ENTRIES PROVIDED:
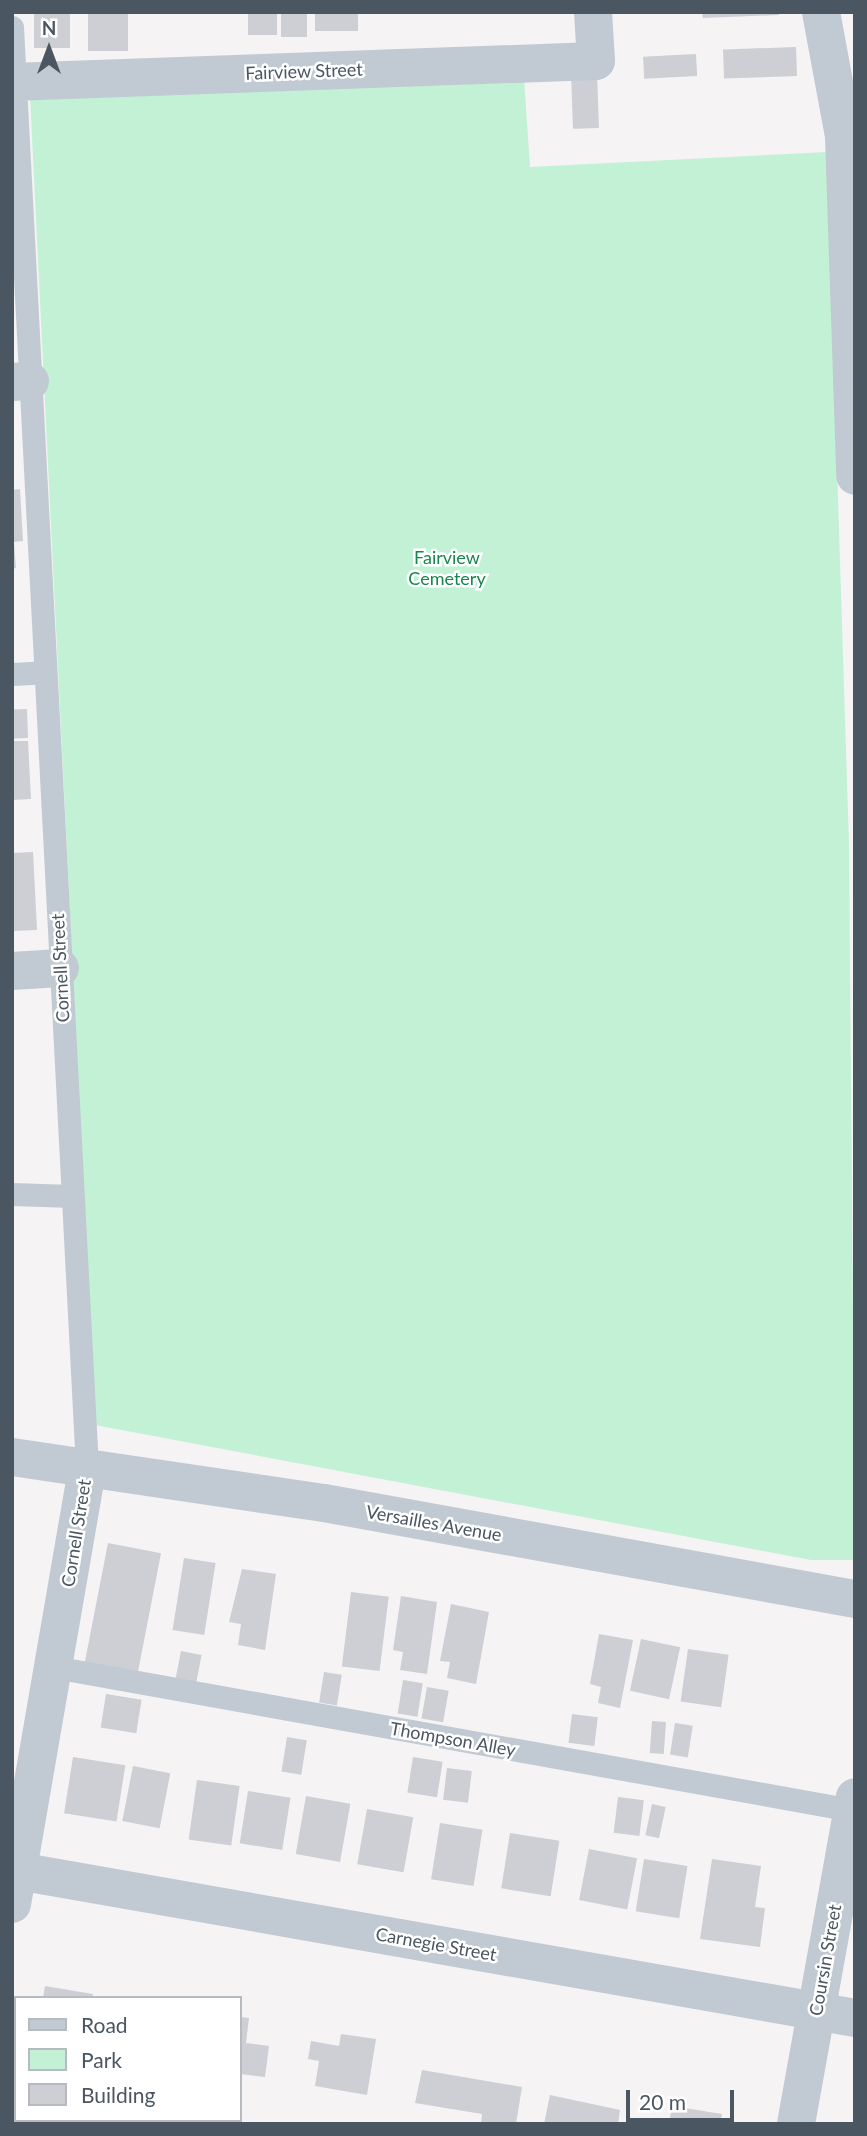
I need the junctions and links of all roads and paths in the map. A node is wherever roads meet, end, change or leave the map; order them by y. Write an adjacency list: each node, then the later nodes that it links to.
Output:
1 (593, 12): 4 (street, Fairview Street)
2 (821, 12): 6 (street)
3 (12, 27): 4 (lane, Cornell Street)
4 (13, 82): 5 (lane, Cornell Street)
5 (21, 382): 7 (lane, Cornell Street)
6 (855, 476)
7 (45, 672): 8 (lane); 9 (lane, Cornell Street)
8 (12, 674)
9 (60, 968): 10 (street); 12 (lane, Cornell Street)
10 (12, 971)
11 (12, 1194): 12 (lane)
12 (72, 1196): 14 (lane, Cornell Street)
13 (12, 1457): 14 (street, Versailles Avenue)
14 (87, 1469): 15 (street, Versailles Avenue); 16 (street, Cornell Street)
15 (855, 1599)
16 (54, 1667): 17 (lane, Thompson Alley); 18 (street, Cornell Street)
17 (854, 1804): 19 (street, Coursin Street)
18 (15, 1887): 19 (street, Carnegie Street)
19 (816, 2010): 20 (street, Carnegie Street); 21 (street, Coursin Street)
20 (855, 2018)
21 (796, 2124)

HOW TO COMPLETE THIS TASK:
Write out every record above exactly as it stands, but leave out the pictures.

WRITTEN RESPONSE:
I need the junctions and links of all roads and paths in the map. A node is wherever roads meet, end, change or leave the map; order them by y. Write an adjacency list: each node, then the later nodes that it links to.
Output:
1 (593, 12): 4 (street, Fairview Street)
2 (821, 12): 6 (street)
3 (12, 27): 4 (lane, Cornell Street)
4 (13, 82): 5 (lane, Cornell Street)
5 (21, 382): 7 (lane, Cornell Street)
6 (855, 476)
7 (45, 672): 8 (lane); 9 (lane, Cornell Street)
8 (12, 674)
9 (60, 968): 10 (street); 12 (lane, Cornell Street)
10 (12, 971)
11 (12, 1194): 12 (lane)
12 (72, 1196): 14 (lane, Cornell Street)
13 (12, 1457): 14 (street, Versailles Avenue)
14 (87, 1469): 15 (street, Versailles Avenue); 16 (street, Cornell Street)
15 (855, 1599)
16 (54, 1667): 17 (lane, Thompson Alley); 18 (street, Cornell Street)
17 (854, 1804): 19 (street, Coursin Street)
18 (15, 1887): 19 (street, Carnegie Street)
19 (816, 2010): 20 (street, Carnegie Street); 21 (street, Coursin Street)
20 (855, 2018)
21 (796, 2124)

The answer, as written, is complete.